I received my order a few days ago, which was just Early Morning blush and Hot Spell lipglass. Early Morning is gorgeous! I love it... It lasted through my entire 12 hour shift and still looked as good as when I first applied it. Hot Spell... meh. I could have done without it.


----------



## misha5150 (Jan 11, 2012)

I recieved my package yesterday and I just love how subtle and smooth Early Morning is!! It's matte but has a slight sheen to it. I used the 187 to apply it to my cheeks since my regular blush brush left a powdery mess in the pan. Today I used Sunny By Nature as a highlight and EM as a blush and it gave me a beautiful, soft, natural glow!!!


----------



## kimbunney (Jan 11, 2012)

I went back and got daylight MES I love these so much from this collection. I think I want the last one just to make my set complete.


----------



## joshuaCARTERmac (Jan 11, 2012)

Fresh Honey is AMAZING  love it !


----------



## joshuaCARTERmac (Jan 11, 2012)

Our store took a while to get it in also


----------



## BrownEy3d (Jan 14, 2012)

Has anyone worn Fresh Honey on, yet? I keep wondering whether or not it will be too light/powdery on darker skin.


----------



## afulton (Jan 15, 2012)

I really wanted to get Fresh Honey, but every time I swatched it on my hand, it came off chalky.  


BrownEy3d said:


> Has anyone worn Fresh Honey on, yet? I keep wondering whether or not it will be too light/powdery on darker skin.


----------



## iadorepretty (Jan 16, 2012)

i originally only ordered Redhead from this collection. but after i checked out the collection in store i picked up Beach Sand, Naked Space. Beach Sand is such a pretty nude, surprised so many people are sleeping on this color and it looks even better with Naked Space.
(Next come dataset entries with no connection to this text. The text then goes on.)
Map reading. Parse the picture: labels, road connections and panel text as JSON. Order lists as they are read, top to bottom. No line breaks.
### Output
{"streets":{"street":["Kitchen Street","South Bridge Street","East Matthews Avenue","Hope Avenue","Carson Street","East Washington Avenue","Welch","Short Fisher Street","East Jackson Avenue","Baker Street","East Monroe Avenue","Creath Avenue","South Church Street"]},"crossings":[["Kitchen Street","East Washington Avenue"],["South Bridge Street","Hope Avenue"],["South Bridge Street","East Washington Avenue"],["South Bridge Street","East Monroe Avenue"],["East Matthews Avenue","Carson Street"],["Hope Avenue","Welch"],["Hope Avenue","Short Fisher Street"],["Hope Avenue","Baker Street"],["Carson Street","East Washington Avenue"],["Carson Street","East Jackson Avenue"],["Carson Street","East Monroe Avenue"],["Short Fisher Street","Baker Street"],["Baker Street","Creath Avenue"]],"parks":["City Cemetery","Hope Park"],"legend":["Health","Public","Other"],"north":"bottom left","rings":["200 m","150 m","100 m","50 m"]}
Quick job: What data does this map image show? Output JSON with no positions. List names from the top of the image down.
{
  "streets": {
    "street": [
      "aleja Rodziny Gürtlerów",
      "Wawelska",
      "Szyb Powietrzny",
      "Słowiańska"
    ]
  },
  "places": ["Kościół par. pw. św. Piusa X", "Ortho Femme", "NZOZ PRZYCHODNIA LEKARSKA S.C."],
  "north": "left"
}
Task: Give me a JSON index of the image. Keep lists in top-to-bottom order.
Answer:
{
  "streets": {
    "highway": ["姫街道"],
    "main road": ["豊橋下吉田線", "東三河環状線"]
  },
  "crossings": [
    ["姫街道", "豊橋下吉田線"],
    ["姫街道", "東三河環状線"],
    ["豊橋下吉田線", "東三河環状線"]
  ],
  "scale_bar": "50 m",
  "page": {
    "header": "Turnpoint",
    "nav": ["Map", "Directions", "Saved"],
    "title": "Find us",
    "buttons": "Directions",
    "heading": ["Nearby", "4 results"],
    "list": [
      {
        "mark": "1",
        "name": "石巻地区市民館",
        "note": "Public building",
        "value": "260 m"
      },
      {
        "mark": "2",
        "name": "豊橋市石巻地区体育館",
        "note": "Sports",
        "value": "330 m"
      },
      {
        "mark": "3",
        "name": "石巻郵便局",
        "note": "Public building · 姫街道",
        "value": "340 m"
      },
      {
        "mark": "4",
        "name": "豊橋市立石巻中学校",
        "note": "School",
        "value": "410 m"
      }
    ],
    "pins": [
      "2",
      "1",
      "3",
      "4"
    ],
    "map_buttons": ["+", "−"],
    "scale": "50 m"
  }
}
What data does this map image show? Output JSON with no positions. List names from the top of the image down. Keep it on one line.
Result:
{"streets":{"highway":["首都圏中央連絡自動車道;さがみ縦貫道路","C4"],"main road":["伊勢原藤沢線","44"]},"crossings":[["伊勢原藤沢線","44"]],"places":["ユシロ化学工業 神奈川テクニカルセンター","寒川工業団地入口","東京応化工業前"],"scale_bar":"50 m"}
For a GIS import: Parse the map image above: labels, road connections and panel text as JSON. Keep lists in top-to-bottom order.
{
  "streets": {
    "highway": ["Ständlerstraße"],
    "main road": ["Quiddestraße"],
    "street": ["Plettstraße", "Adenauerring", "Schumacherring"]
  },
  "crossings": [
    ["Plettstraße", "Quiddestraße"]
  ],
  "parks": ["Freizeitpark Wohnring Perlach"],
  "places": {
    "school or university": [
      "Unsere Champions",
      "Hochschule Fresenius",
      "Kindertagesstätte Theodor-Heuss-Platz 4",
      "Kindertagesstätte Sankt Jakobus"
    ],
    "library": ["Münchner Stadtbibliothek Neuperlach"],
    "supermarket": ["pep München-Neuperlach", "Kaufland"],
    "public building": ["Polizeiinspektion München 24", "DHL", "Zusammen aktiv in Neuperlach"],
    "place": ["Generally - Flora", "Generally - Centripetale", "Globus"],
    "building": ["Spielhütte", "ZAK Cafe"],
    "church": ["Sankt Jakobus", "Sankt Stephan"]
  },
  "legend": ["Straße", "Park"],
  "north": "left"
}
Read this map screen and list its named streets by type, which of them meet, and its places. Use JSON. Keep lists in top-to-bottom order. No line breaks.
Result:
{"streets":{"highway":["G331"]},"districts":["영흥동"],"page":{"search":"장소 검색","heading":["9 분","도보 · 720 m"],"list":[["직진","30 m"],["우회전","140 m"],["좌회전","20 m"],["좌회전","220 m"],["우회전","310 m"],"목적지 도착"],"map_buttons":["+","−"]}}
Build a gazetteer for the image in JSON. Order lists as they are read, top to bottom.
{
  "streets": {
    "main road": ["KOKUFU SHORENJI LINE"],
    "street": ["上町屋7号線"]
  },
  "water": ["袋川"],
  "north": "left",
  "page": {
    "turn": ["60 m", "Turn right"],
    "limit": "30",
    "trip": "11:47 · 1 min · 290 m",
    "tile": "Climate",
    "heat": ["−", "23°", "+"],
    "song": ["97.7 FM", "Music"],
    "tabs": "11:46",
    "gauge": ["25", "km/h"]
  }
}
  	i also picked up 2 of the blushes: Fresh Honey and Subtle Breeze. i passed on Early Morning, it was a little too red for me.


----------



## Copperhead (Jan 16, 2012)

iadorepretty said:


> i originally only ordered Redhead from this collection. but after i checked out the collection in store i picked up Beach Sand, Naked Space. *Beach Sand is such a pretty nude,* surprised so many people are sleeping on this color and it looks even better with Naked Space.
> 
> i also picked up 2 of the blushes: Fresh Honey and Subtle Breeze. i passed on Early Morning, it was a little too red for me.


	I love Beach Sand. I'm even thinking of backing it up and I hardly ever do that.


----------



## DanceLovesMAC (Jan 17, 2012)

I got Pillow Talk, Hot Spell, & Redhead MSF. Pillow Talk is a gorgeous & very wearable nude on me NC50. I'm still debating on getting Early Morning though.


----------



## BeautyByLele (Jan 17, 2012)

I was thinking about getting beach sand but I wonder how it will look on my skintone.   I guess imma have to go to the store again and check it out.   I also wanna pick up Naked Space l/g.


----------



## bronzedbeauty18 (Jan 18, 2012)

People are definitely sleeping on beach sand! It's the perfect nude. I wear it with a little bittersweet or cork liner and I'm good to go. I'll have to check out naked space to put on top.


----------



## Richelle83 (Jan 18, 2012)

Well for anyone that has it can you swatch Beach Sand? I'm not a nude person at all.


----------



## bobbiedoll03 (Jan 18, 2012)

Beach sand did not look good on me....maybe i need to try it with a liner.


bronzedbeauty18 said:


> People are definitely sleeping on beach sand! It's the perfect nude. I wear it with a little bittersweet or cork liner and I'm good to go. I'll have to check out naked space to put on top.


----------



## Ashleybubbles83 (Jan 19, 2012)

i have fresh honey and early morning coming to me...will probably grab hot spell...it kinda reminds me of krazy kahuna lipglass from surf baby...


----------



## TXBeautyBaby (Jan 20, 2012)

I really loved this collection I picked up redhead msf, blonde msf, subtle breeze blush, early morning blush, and pillowtalk l/s


----------



## StyleBlack (Jan 23, 2012)

bronzedbeauty18 said:


> People are definitely sleeping on beach sand! It's the perfect nude. I wear it with a little bittersweet or cork liner and I'm good to go. I'll have to check out naked space to put on top


  	I feel ya. Try out Viva Glam Gaga 2 with Cork. I am liking that combo better than beach sand so far. Might change come summertime.


----------



## StyleBlack (Jan 23, 2012)

TXBeautyBaby said:


> I really loved this collection I picked up redhead msf, blonde msf, subtle breeze blush, early morning blush, and pillowtalk l/s




  	Pillow Talk is nice. Did you check out Hot Spell lipglass?


----------



## TXBeautyBaby (Jan 23, 2012)

Im not a big fan of the texture of the lipglasses so I didn't buy it but I feel like everyone is raving about this one so I might pick out up


----------



## bronzedbeauty18 (Jan 23, 2012)

I'll have to try that out



StyleBlack said:


> I feel ya. Try out Viva Glam Gaga 2 with Cork. I am liking that combo better than beach sand so far. Might change come summertime.


----------



## kimbunney (Jan 23, 2012)

It didn't look good on me either. It made me look like I had ashy lips. lol I don't always use liner so I just skipped it.


----------



## Soul Unique (Jan 31, 2012)

I'm trying to be good. 

  	I am going to try to stick to just purchasing Pillow Talk.


----------



## bobbiedoll03 (Feb 5, 2012)

I have been wearing early morning blush since I bought it!

  	For sure a winner...and I would suggest if you are NC45-NC50 that you at least test this on ur cheek with a golden highlight on top....bomb!


----------